Authors: Lesiewicz J, Morrison DM, Goldsmith LA
Journal: J Invest Dermatol 1980 Nov;75(5):411-6
PMID: 7430708, UI: 81048157
Ornithine decarboxylase (OCD; EC 220.127.116.11) activity is induced in dorsal rat skin by either application of the tumor promoter 12-0-tetradecanoyl-phorbol-13-acetate (TPA) or by hair plucking. In TPA-treated rat skin, ODC activity does not rise above controls until 3 hr posttreatment. Following a peak at 4 hr, ODC activity declines until it reaches control levels at 12 hr. In contrast, stimulation of skin by hair plucking causes a 50% decrease in ODC activity by 1 hr.

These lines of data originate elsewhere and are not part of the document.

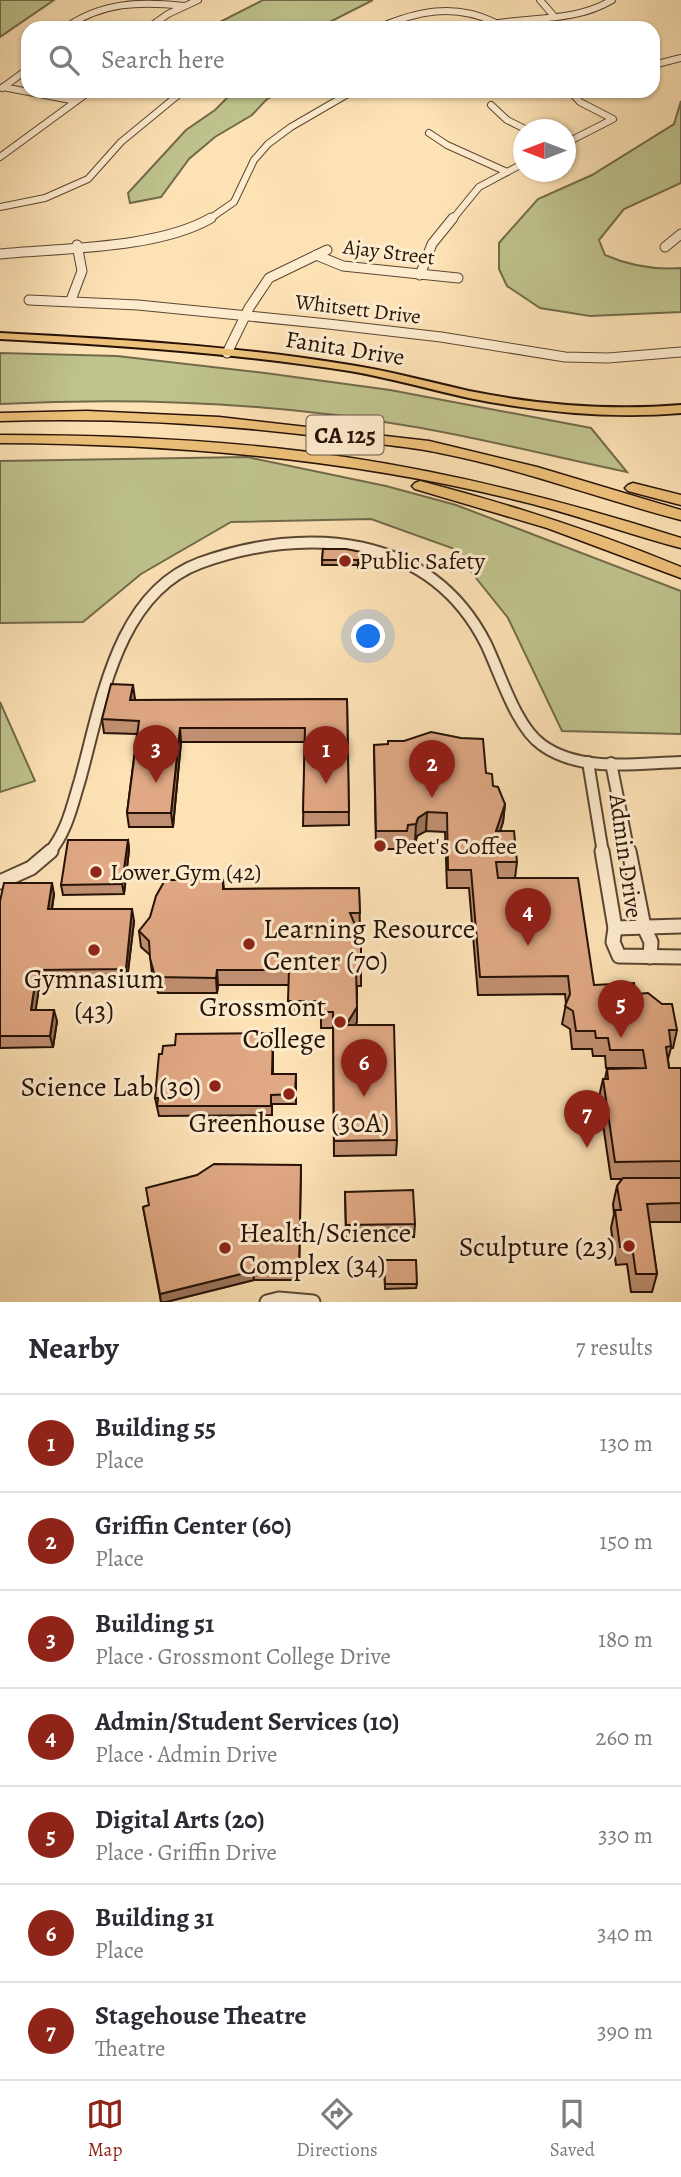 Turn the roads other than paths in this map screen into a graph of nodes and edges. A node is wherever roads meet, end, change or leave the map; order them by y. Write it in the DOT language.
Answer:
graph roads {
  1 [pos="198,0"];
  2 [pos="540,0"];
  3 [pos="612,0"];
  4 [pos="184,6"];
  5 [pos="553,15"];
  6 [pos="73,21"];
  7 [pos="159,21"];
  8 [pos="392,21"];
  9 [pos="492,21"];
  10 [pos="502,21"];
  11 [pos="681,58"];
  12 [pos="660,63"];
  13 [pos="21,74"];
  14 [pos="1,88"];
  15 [pos="21,91"];
  16 [pos="59,98"];
  17 [pos="80,98"];
  18 [pos="174,98"];
  19 [pos="342,98"];
  20 [pos="576,98"];
  21 [pos="76,101"];
  22 [pos="491,105"];
  23 [pos="513,123"];
  24 [pos="429,133"];
  25 [pos="576,138"];
  26 [pos="0,158"];
  27 [pos="513,169"];
  28 [pos="507,172"];
  29 [pos="0,207"];
  30 [pos="681,234"];
  31 [pos="77,245"];
  32 [pos="665,247"];
  33 [pos="327,250"];
  34 [pos="0,254"];
  35 [pos="316,255"];
  36 [pos="420,275"];
  37 [pos="458,278"];
  38 [pos="29,300"];
  39 [pos="71,300"];
  40 [pos="246,314"];
  41 [pos="0,336"];
  42 [pos="681,352"];
  43 [pos="227,353"];
  44 [pos="681,409"];
  45 [pos="0,417"];
  46 [pos="0,439"];
  47 [pos="474,456"];
  48 [pos="326,458"];
  49 [pos="681,500"];
  50 [pos="681,515"];
  51 [pos="681,542"];
  52 [pos="681,573"];
  53 [pos="588,762"];
  54 [pos="611,762"];
  55 [pos="681,762"];
  56 [pos="0,882"];
  57 [pos="681,926"];
  58 [pos="644,927"];
  59 [pos="615,928"];
  60 [pos="650,957"];
  61 [pos="681,957"];
  62 [pos="267,1302"];
  63 [pos="313,1302"];
  1 -- 4 [label="street"];
  2 -- 5 [label="street"];
  3 -- 5 [label="street"];
  4 -- 6 [label="street"];
  4 -- 7 [label="street"];
  5 -- 10 [label="street"];
  8 -- 9 [label="street"];
  11 -- 12 [label="street"];
  13 -- 14 [label="street"];
  14 -- 15 [label="street"];
  16 -- 21 [label="street"];
  17 -- 21 [label="street"];
  18 -- 29 [label="street"];
  19 -- 31 [label="street"];
  20 -- 25 [label="street"];
  21 -- 26 [label="street"];
  22 -- 23 [label="street"];
  24 -- 28 [label="street"];
  27 -- 28 [label="street"];
  28 -- 36 [label="street"];
  30 -- 32 [label="street"];
  31 -- 34 [label="street"];
  31 -- 39 [label="street"];
  33 -- 35 [label="street"];
  35 -- 36 [label="street, Ajay Street"];
  35 -- 40 [label="street"];
  36 -- 37 [label="street, Ajay Street"];
  38 -- 39 [label="street, Whitsett Drive"];
  39 -- 40 [label="street, Whitsett Drive"];
  40 -- 42 [label="street, Whitsett Drive"];
  40 -- 43 [label="street"];
  41 -- 43 [label="main road, Fanita Drive"];
  43 -- 44 [label="main road, Fanita Drive"];
  45 -- 47 [label="highway, CA 125"];
  46 -- 48 [label="highway, CA 125"];
  47 -- 49 [label="highway"];
  47 -- 50 [label="highway, CA 125"];
  48 -- 51 [label="highway, CA 125"];
  48 -- 52 [label="highway"];
  53 -- 54 [label="street"];
  53 -- 56 [label="street"];
  53 -- 59 [label="street, Admin Drive"];
  54 -- 55 [label="street"];
  54 -- 58 [label="street, Admin Drive"];
  57 -- 58 [label="street"];
  58 -- 59 [label="street"];
  58 -- 60 [label="street, Admin Drive"];
  59 -- 60 [label="street, Admin Drive"];
  60 -- 61 [label="street"];
  62 -- 63 [label="street"];
}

Enzyme activity then increases linearly to a peak at 4 hr and remains at 3 times control levels up to 12 hr. In skin stimulated by both hair plucking and TPA, and peak activity is found to exceed the maximum of either stimulus alone in an additive manner. The response to TPA occurs mainly in the epidermis, while both the epidermis and dermis show a substantial response to hair plucking. Both stimuli cause a lengthening of the half-life of ODC. Stimulation of ODC by hair plucking is insensitive to indomethacin administration but the TPA-response is inhibited 74%. Stimulation of ODC by hair plucking is inhibited by Actinomycin D only if Actinomycin D is given at the time of stimulus administration, and then only partially. The TPA-response is fully inhibited by Actinomycin D if given at the time of TPA application. Inhibition is roughly proportional to the duration of Actinomycin D treatment up to the activity peak at 4 hr. These results indicate that the tumor promoter, TPA, and the more physiological stimulus, hair plucking, stimulate skin ornithine decarboxylase activity by different mechanisms.